In practice, it has previously been attempted to eliminate this problem by promptly exchanging the valves based on experience.
Despite this, it cannot be avoided that valves fail prematurely. This causes undesirable subsequent damage, which is undesirable due to the necessary interruption of operation.
Thus, the invention is based on the objective of providing, for the elimination of the disadvantages described, a process as well as a device by means of which it is possible to monitor the valves of a pump of the generic type in such a manner that automatic early fault detection in valves results so that valve damage can be recognized promptly and an interruption in operation of the pump can be planned.
The process according to the invention is based on the essential idea of using the increased operating noise produced by a leaky valve due to the back-flow of the fluid being pumped in the closed state of the valve as a measure for the leakiness of the valve. For this purpose, the generated effective signal level is monitored continuously and compared to a reference signal level formed from the operating noise of the pump with intact valve, where, at a predefined level deviation or change due to increased operating noise, early fault detection is triggered.
The invention makes use, in an advantageous manner, of the effect that in an intact pump a certain background noise is to be recognized. In this case, several discrete typical individual noises occur simultaneously. They have different causes such as, for example, the engagement of teeth in the step-down gear in the pump mechanism or the opening and closing noises of the valves.
In contradistinction thereto, valves which have become leaky produce increased typical operating noise due to the back-flow of the fluid being pumped in the closed state of the valve.
This increased operating noise depends on the amount of back-flow of the fluid being pumped and is used according to the invention as a measure for the leakiness of the valve.
Thus, for example, an increased noise level is to be recognized in the case of a defective intake valve during the displacement phase, i.e. during the pressure stroke, while, in the case of a defective pressure valve, an increased noise level occurs during the intake phase, i.e. during the intake stroke.
The intake and pressure valves finding application in oscillating displacement pumps, in particular the membrane dosing pumps under discussion here, are customarily either ball valves, plate valves, or plug valves which can be spring-loaded or pressure-controlled. In this case, the requirements placed on these valves consist of the fact that they must open and close precisely at the correct point in time and that they must be leaktight in the time provided.
The damage possibly occurring in such valves expresses itself either in a notch leakage produced by one or more notches in the valve seat, where local damage occurs, or of surface leakage producing flat-surface damage. In this case, the sealing edge of the valve seat is not damaged pointwise by one or more notches but rather over its entire extent. In both cases, there is an increased flow noise at the valve seat, which can be explained, i.e., by the collapsing of the cavitation bubbles.

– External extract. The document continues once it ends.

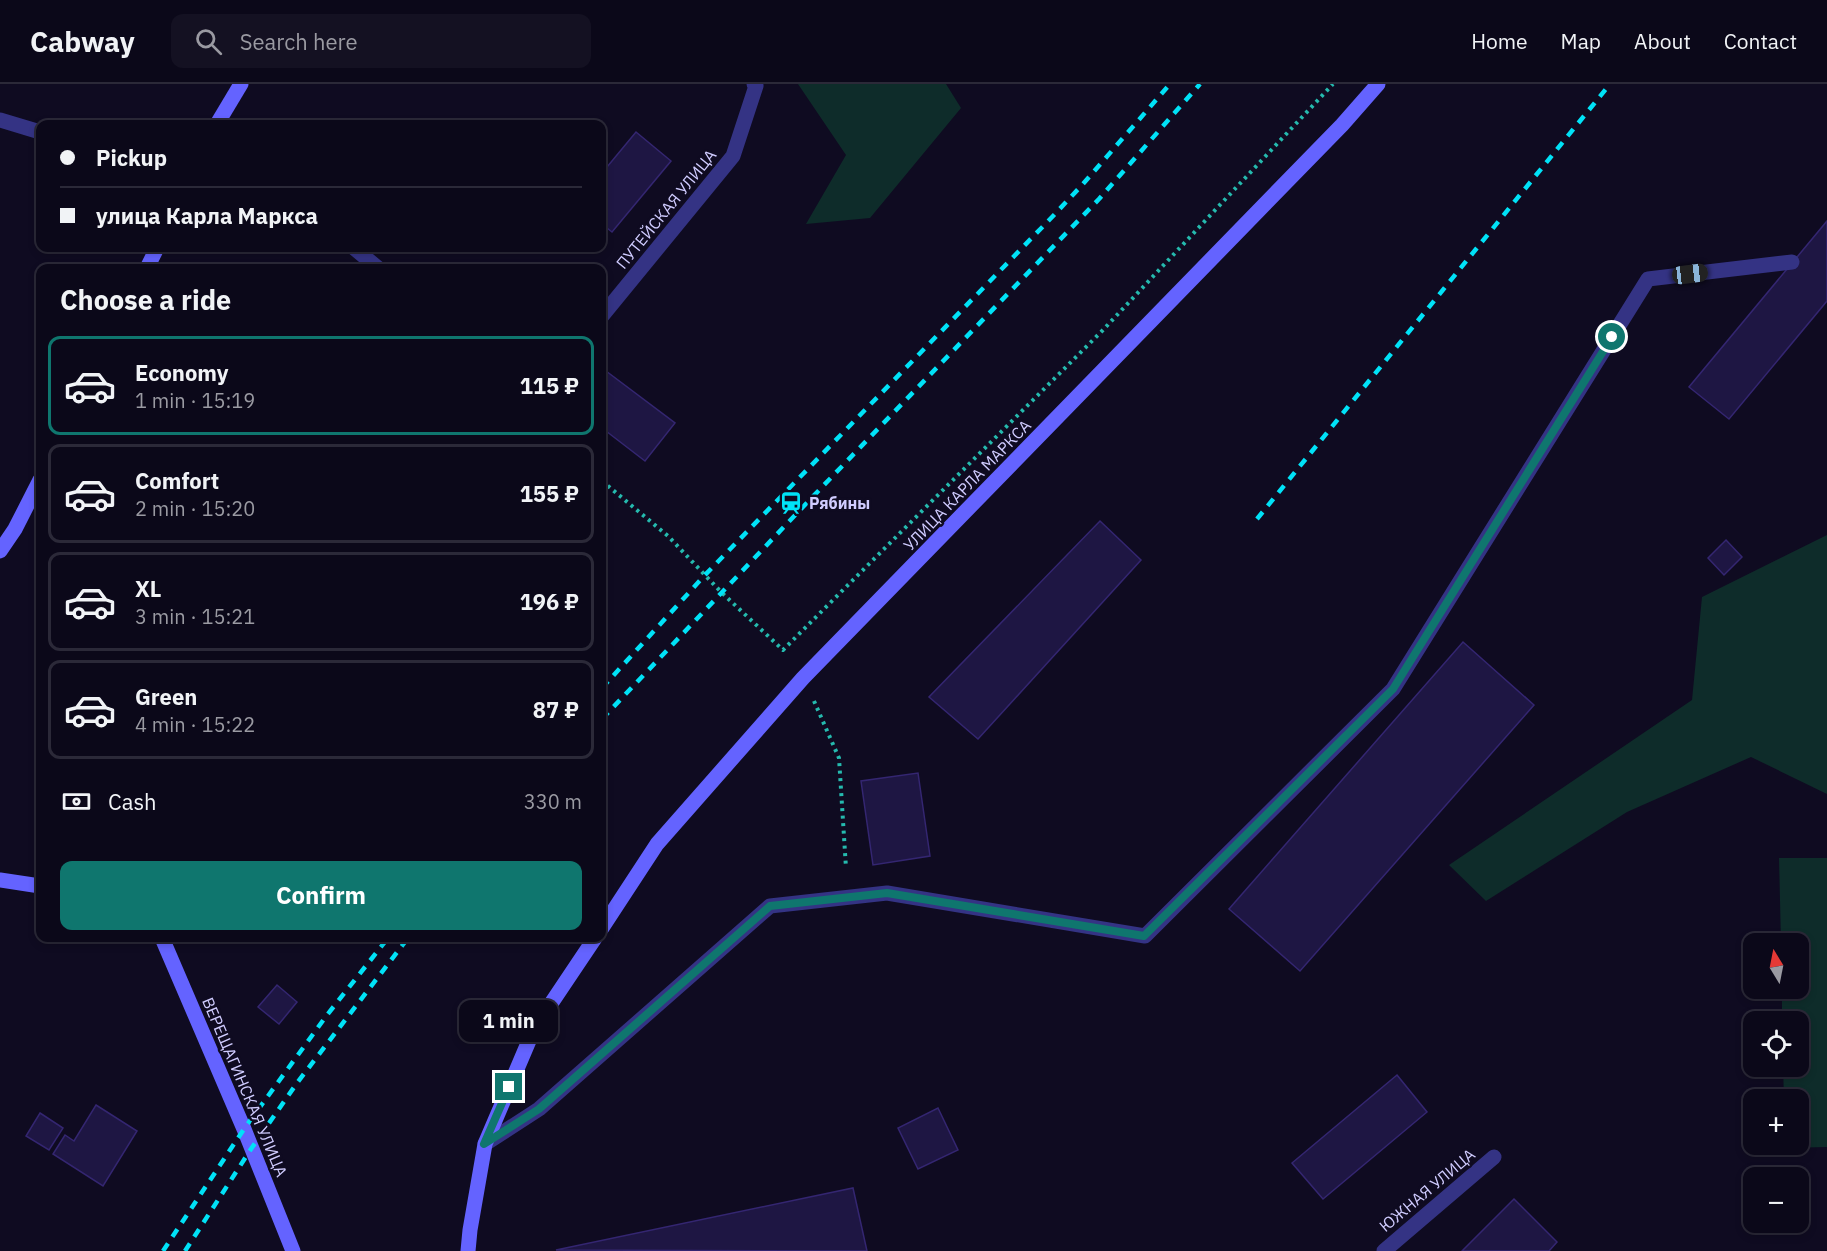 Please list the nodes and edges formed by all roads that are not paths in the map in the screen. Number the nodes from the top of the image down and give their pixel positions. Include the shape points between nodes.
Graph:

According to the invention the produced operating noise of the pump, and therewith also that of the valves, is measured as structure-borne sound. This can be done in an embodiment of the invention by means of a structure-borne sound sensor or a microphone, in particular, however, by means of a vibration acceleration sensor, which preferably works according to the piezoelectric compression principle and can possess an integrated charge amplifier.
According to the invention, the produced structure-borne sound can be measured at the pump head, in particular at a central point thereof. Instead of this however, it is also possible to measure the produced structure-borne sound at or near the valve in question. This can be the intake or pressure valve, but in addition also the additional hydraulic valves provided on the pump body, which serve for leakage compensation or for draining off excess hydraulic fluid.

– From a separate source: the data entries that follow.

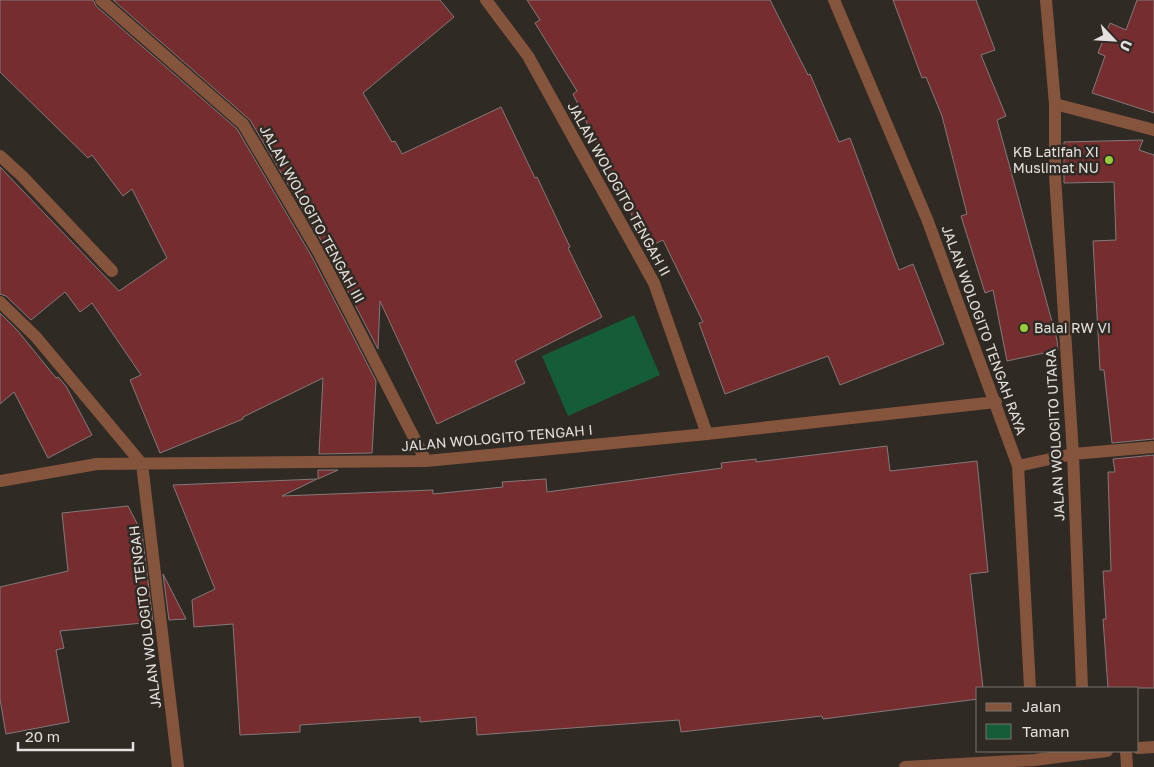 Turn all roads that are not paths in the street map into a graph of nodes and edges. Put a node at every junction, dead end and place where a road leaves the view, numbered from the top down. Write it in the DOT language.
graph roads {
  1 [pos="101,0"];
  2 [pos="486,0"];
  3 [pos="834,0"];
  4 [pos="1046,0"];
  5 [pos="1055,104"];
  6 [pos="1154,130"];
  7 [pos="0,156"];
  8 [pos="112,271"];
  9 [pos="0,302"];
  10 [pos="996,402"];
  11 [pos="707,434"];
  12 [pos="1154,447"];
  13 [pos="1072,454"];
  14 [pos="426,461"];
  15 [pos="142,464"];
  16 [pos="1018,466"];
  17 [pos="0,481"];
  18 [pos="1030,687"];
  19 [pos="1082,687"];
  20 [pos="1154,747"];
  21 [pos="1139,748"];
  22 [pos="1084,752"];
  23 [pos="1126,752"];
  24 [pos="1034,755"];
  25 [pos="178,767"];
  26 [pos="904,767"];
  27 [pos="1127,767"];
  1 -- 14 [label="street, JALAN WOLOGITO TENGAH III"];
  2 -- 11 [label="street, JALAN WOLOGITO TENGAH II"];
  3 -- 10 [label="street, JALAN WOLOGITO TENGAH RAYA"];
  4 -- 5 [label="street, JALAN WOLOGITO UTARA"];
  5 -- 6 [label="street"];
  5 -- 13 [label="street, JALAN WOLOGITO UTARA"];
  7 -- 8 [label="street"];
  9 -- 15 [label="street"];
  10 -- 11 [label="street, JALAN WOLOGITO TENGAH I"];
  10 -- 16 [label="street, JALAN WOLOGITO TENGAH RAYA"];
  11 -- 14 [label="street, JALAN WOLOGITO TENGAH I"];
  12 -- 13 [label="street"];
  13 -- 16 [label="street"];
  13 -- 19 [label="street, JALAN WOLOGITO UTARA"];
  14 -- 15 [label="street, JALAN WOLOGITO TENGAH I"];
  15 -- 17 [label="street, JALAN WOLOGITO TENGAH I"];
  15 -- 25 [label="street, JALAN WOLOGITO TENGAH"];
  16 -- 18 [label="street, JALAN WOLOGITO TENGAH RAYA"];
  20 -- 21 [label="street"];
  22 -- 24 [label="street"];
  23 -- 27 [label="street"];
  24 -- 26 [label="street"];
}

To carry out the comparison, provided according to the invention, between the effective signal level and the reference signal level, it is desirable to draw not on the respective instantaneous value measured by the structure-borne sound sensor but rather instead such a value averaged over a certain time period.
For this purpose, the invention provides various possibilities. Thus, it is possible in the embodiment of the invention to average the reference signal levels formed from the operating noise of the pump with intact valves over a predefined time period. Also, the effective signal level formed from the increased operating noise of the pump with valves which have become leaky can be averaged over a predefined time period.

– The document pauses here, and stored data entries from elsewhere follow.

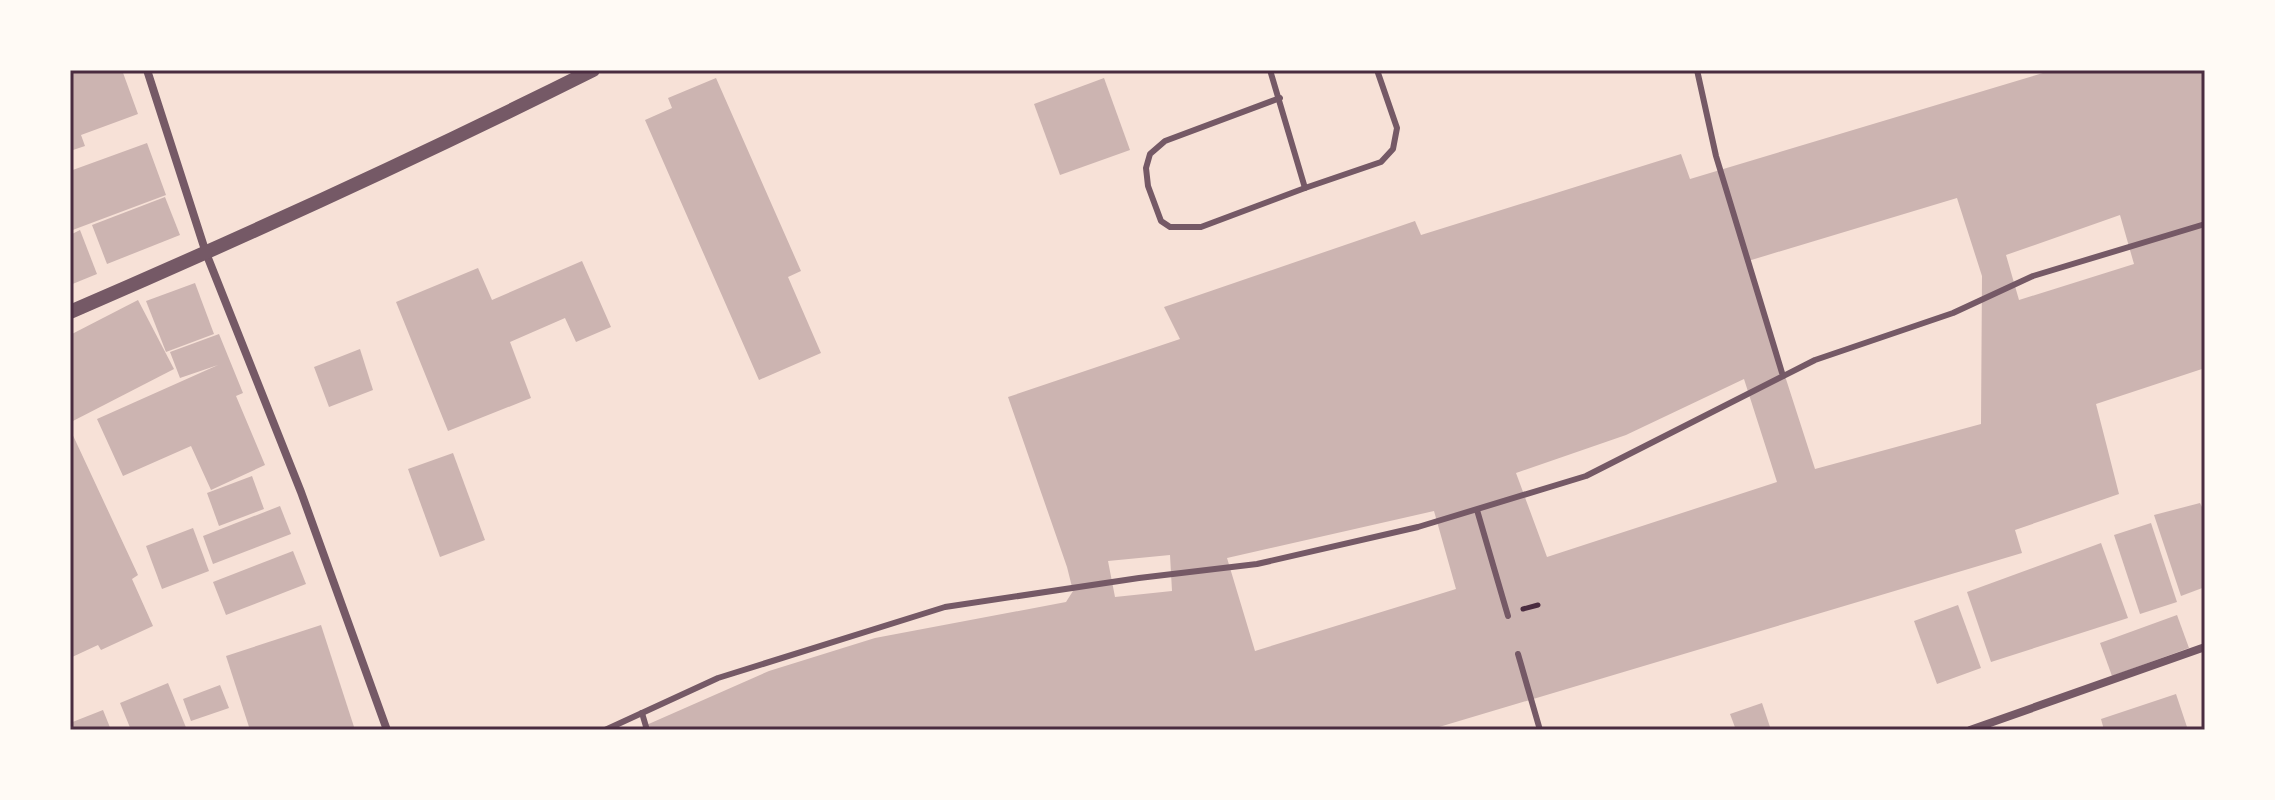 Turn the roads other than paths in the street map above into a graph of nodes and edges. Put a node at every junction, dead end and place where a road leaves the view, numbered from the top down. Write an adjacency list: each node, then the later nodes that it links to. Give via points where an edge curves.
1 (147, 70): 9 (street)
2 (593, 70): 9 (street)
3 (1270, 70): 6 (lane)
4 (1377, 70): 7 (lane, via 1397,128 1389,156)
5 (1697, 70): 11 (lane, via 1716,156)
6 (1280, 98): 7 (lane); 7 (lane, via 1165,141 1150,154 1148,186 1161,221 1182,229 1201,227)
7 (1305, 188)
8 (2205, 224): 11 (lane, via 2033,276 1953,313)
9 (206, 253): 10 (street); 17 (street, via 301,492)
10 (70, 312)
11 (1783, 376): 12 (lane, via 1586,476)
12 (1477, 510): 13 (lane); 16 (lane, via 1257,564 945,607 718,678)
13 (1508, 616)
14 (2205, 647): 21 (street)
15 (1518, 654): 20 (lane)
16 (642, 713): 18 (lane); 19 (lane)
17 (387, 730)
18 (605, 730)
19 (647, 730)
20 (1540, 730)
21 (1970, 730)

As the predefined averaging time period those during several pump strokes can be used, for example, or also those during a fraction of the pump stroke cycle. In the latter case the evaluation of the signals is done within a defined time window in the stroke cycle. For this, according to the invention, a trigger signal is used which is generated at a defined point in time of the pump stroke cycle. This can, for example, be done in the intake stroke final position of the piston. The trigger signal advantageously does not have to satisfy very high precision requirements. Thus, for example, a precision of the crank angle of +/−5° is sufficient. In this case, for the monitoring of the intake valve in a defined time period, the produced structure-borne sound is recorded and compared during the displacement phase (pressure stroke). In contradistinction thereto, for the monitoring of the pressure valve, the corresponding time period in the intake phase (intake stroke) is taken as the basis. The defined time period can, merely by way of example, extend, for the monitoring of the pressure valve, over a range of 90–160° of the crank angle, while, for the monitoring of the intake valve, a defined time period which extends over a range of 270–340° of the crank angle is sufficient.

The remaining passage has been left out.